Posted February 23, 2016 | Silver Spring, Maryland, United States | Andrew McChesney, news editor, Adventist Review
Gilbert Cangy, youth director for the Seventh-day Adventist world church, will fly around the world in 24 hours next month — and he is inviting you to accompany him on the trip.
Cangy will don a pilot’s uniform and embark on a 24-city tour that starts in the Fiji islands and soars through Australia, India, the Middle East, and Norway before touching down in the United States at the end of Global Youth Day on Sabbath, March 19.
“This will be the longest flight ever,” Cangy told the Adventist Review with a smile.
The catch is Cangy won’t actually be stepping aboard an aircraft. He will travel the world from Hope Channel’s studio in Germany, which will air 24 hours of live broadcasts of Adventist young people offering free hugs on city streets, collecting used clothing, and painting murals as they seek to practical ways to share Jesus’ love in their communities.
Cangy wants you to take the trip with him from your home — unless you happen to be a young person. Then he expects you to be “acting as Jesus’ hands and feet” in your neighborhood and uploading photos of your activities on the Global Youth Day app and on other social media.
“I am looking forward to staying up 24 hours to watch the movement grow as our young people from all over the world step up to ‘Be the Sermon,’” he said.
“Be the Sermon” is the motto for Global Youth Day, an annual event now in its fourth year and always held on a Sabbath.
More than 5 million young people from 132 countries participated in Global Youth Day last March, breaking all previous records. In another first, footage from the event was live-streamed online and on the Adventist Church-owned Hope Channel for 24 hours.
Bigger numbers are expected next month.
Live footage will be uplinked via satellite from at least 24 locations to the Hope Studio in Germany, where Cangy will co-host the round-the-clock program with two young people dressed as flight attendants. A cockpit, airplane seats, and a section of aircraft fuselage are being assembled in the studio from parts provided by a scrap company near London’s Heathrow Airport.
For the first year, the church’s Middle East and North Africa Union will feature activities from its region for a full hour from Beirut, Lebanon. The activities will include painting a community mural, assisting refugees, free health checks, and cooking for an orphanage, said Chanmin Chung, communication coordinator for the Middle East and North Africa Union.
“Ten cities from Morocco, the United Arab Emirates, Egypt, Lebanon, Turkey, North Cyprus, and Jordan will be part of Global Youth Day 2016,” Chung said.
Event organizers also noted that the Euro-Asia Division, which covers most of the former Soviet Union, will broadcast live from Kiev, Ukraine, while Adventist young people from Israel will get time during a Trans-European Division transmission from Oslo, Norway.
The Trans-European Division, which is also broadcasting from Newbold College in Britain, has compiled a 10-point list for young people seeking to get involved with Global Youth Day.
“Start by talking to God, and telling Him: ‘Lord, I am available to You today. Please use me for Your glory, and make me as a representative of Your Kingdom.

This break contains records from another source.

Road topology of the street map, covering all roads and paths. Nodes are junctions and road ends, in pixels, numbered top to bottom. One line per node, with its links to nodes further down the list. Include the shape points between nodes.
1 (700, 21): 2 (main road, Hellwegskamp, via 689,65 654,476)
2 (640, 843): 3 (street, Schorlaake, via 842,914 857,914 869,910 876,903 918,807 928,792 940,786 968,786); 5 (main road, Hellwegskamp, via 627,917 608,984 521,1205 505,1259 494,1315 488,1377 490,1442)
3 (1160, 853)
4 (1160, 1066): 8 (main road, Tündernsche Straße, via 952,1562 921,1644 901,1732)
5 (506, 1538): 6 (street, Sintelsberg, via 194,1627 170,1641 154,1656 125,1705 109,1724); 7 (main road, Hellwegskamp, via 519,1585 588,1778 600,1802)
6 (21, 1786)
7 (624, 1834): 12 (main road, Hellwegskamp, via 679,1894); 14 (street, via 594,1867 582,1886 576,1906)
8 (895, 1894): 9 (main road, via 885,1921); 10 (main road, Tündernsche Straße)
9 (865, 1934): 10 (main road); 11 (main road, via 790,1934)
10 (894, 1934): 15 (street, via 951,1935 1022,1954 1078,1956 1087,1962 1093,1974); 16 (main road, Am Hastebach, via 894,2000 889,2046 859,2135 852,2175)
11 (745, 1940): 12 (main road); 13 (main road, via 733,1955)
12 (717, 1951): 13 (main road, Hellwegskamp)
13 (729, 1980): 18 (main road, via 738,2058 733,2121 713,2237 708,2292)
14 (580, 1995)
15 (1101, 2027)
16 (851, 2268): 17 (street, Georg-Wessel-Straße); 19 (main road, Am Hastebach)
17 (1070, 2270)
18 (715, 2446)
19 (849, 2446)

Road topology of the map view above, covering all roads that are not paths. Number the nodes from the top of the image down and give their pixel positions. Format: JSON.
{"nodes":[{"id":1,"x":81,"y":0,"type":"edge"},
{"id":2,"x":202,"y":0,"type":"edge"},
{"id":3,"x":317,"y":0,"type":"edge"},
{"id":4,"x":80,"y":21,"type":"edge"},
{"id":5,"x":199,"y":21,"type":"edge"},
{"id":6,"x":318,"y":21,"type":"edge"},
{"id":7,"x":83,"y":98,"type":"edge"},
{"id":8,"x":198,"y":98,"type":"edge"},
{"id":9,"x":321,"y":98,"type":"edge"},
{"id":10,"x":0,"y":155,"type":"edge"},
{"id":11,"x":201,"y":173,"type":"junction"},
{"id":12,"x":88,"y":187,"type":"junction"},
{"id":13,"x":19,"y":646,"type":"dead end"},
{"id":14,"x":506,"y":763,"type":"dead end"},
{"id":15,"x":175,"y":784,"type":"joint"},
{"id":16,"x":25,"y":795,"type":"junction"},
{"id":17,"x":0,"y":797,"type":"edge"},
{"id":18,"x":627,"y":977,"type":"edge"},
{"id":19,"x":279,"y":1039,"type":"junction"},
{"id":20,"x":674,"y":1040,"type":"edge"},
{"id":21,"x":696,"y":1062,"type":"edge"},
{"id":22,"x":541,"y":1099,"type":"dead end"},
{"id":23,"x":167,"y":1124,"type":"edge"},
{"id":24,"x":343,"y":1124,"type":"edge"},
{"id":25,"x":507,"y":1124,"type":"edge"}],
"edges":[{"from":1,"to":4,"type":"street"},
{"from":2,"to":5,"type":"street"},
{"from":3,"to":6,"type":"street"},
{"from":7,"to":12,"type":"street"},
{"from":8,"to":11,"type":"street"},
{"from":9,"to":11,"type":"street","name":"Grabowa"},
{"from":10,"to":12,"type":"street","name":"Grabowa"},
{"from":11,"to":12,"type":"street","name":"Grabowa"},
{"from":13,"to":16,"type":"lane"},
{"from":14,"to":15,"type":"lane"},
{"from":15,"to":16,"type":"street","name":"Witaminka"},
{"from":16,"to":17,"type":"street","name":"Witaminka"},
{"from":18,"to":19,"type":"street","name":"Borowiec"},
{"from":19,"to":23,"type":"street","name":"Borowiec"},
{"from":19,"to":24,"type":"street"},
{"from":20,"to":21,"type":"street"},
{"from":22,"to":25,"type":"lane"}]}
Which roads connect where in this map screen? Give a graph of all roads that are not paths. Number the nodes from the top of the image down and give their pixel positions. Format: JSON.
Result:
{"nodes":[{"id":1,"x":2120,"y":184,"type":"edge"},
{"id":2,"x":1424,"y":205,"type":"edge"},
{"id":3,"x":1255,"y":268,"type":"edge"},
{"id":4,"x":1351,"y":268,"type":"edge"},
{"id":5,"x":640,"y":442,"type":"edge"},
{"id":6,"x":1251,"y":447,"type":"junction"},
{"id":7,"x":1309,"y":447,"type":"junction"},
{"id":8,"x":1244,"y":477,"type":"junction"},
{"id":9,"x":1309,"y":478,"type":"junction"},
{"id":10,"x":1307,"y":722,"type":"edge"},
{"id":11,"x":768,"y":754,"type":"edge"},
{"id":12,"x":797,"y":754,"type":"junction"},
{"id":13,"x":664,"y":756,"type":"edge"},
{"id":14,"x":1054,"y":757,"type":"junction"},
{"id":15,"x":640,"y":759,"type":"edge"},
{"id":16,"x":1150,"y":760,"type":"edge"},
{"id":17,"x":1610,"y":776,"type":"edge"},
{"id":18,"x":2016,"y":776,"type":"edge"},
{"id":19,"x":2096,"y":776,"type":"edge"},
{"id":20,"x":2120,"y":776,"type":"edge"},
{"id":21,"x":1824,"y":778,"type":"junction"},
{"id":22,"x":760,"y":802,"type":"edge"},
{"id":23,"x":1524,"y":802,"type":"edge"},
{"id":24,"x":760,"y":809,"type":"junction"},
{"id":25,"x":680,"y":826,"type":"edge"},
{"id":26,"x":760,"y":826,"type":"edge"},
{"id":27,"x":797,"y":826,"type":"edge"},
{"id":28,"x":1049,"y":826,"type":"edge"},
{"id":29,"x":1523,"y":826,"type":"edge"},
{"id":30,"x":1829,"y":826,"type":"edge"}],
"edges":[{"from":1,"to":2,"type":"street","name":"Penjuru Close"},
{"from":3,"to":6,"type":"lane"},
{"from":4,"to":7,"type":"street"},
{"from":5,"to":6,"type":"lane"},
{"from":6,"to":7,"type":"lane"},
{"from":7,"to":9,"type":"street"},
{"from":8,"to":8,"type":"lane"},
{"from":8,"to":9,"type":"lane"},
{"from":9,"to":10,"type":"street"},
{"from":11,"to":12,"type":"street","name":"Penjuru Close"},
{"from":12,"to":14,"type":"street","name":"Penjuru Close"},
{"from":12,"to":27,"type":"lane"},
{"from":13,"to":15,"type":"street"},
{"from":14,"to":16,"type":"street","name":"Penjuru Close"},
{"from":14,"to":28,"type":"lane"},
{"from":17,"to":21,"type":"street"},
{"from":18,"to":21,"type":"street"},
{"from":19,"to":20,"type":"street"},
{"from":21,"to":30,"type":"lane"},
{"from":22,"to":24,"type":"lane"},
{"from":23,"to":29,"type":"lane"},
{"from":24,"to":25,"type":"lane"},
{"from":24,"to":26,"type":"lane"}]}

Let me meet those people who need exactly the type of representation I am for You,’” says the first point on the list. “God responds to all who make themselves available to Him, and provides representation opportunities.
A Global Youth Day app that allows users to post pictures of their actions and geolocate it on a map is being updated for Android and iOS. Young people also are being encouraged to post on Facebook, Twitter, and Google+. More information is available on the event website.
Cangy noted that most participants are aged 13 to 34, a critical age group that has disengaged from the church in large numbers in recent years. He said he believed Global Youth Day was a God-inspired way to help connect them to the church.
“Global Youth Day is growing and will continue to grow, not because it is a clever idea backed up with the latest technology, but because it is the unfolding of a vision from God in direct response to fragmentation and disengagement,” he said.
The excitement is tangible as the countdown commences on Global Youth Day. The event even has its own online countdown clock.
In South Africa, young Adventists kicked off 30 days of prayer for Global Youth Day on Feb. 18 in the church’s Kwa-Zulu Natal Free State Conference, according to Global Youth Day’s Facebook page. Youth in Mysore, India, are finalizing plans to visit to a local hospital. Teens at the Lepapa Seventh-day Adventist Church in Botswana are distributing posters about an initiative to collect clothing for the needy in their community. Young people in Orange in the U.S. state of New Jersey have released an upbeat promo video with footage of free hugs being offered at last year’s event.
“The beauty of Global Youth Day is that it is not prescriptive. We simply provide a time and space for mission,” Cangy said. “We never cease to be amazed at the diversity and creativity expressed in service for God as young people express their giftedness.”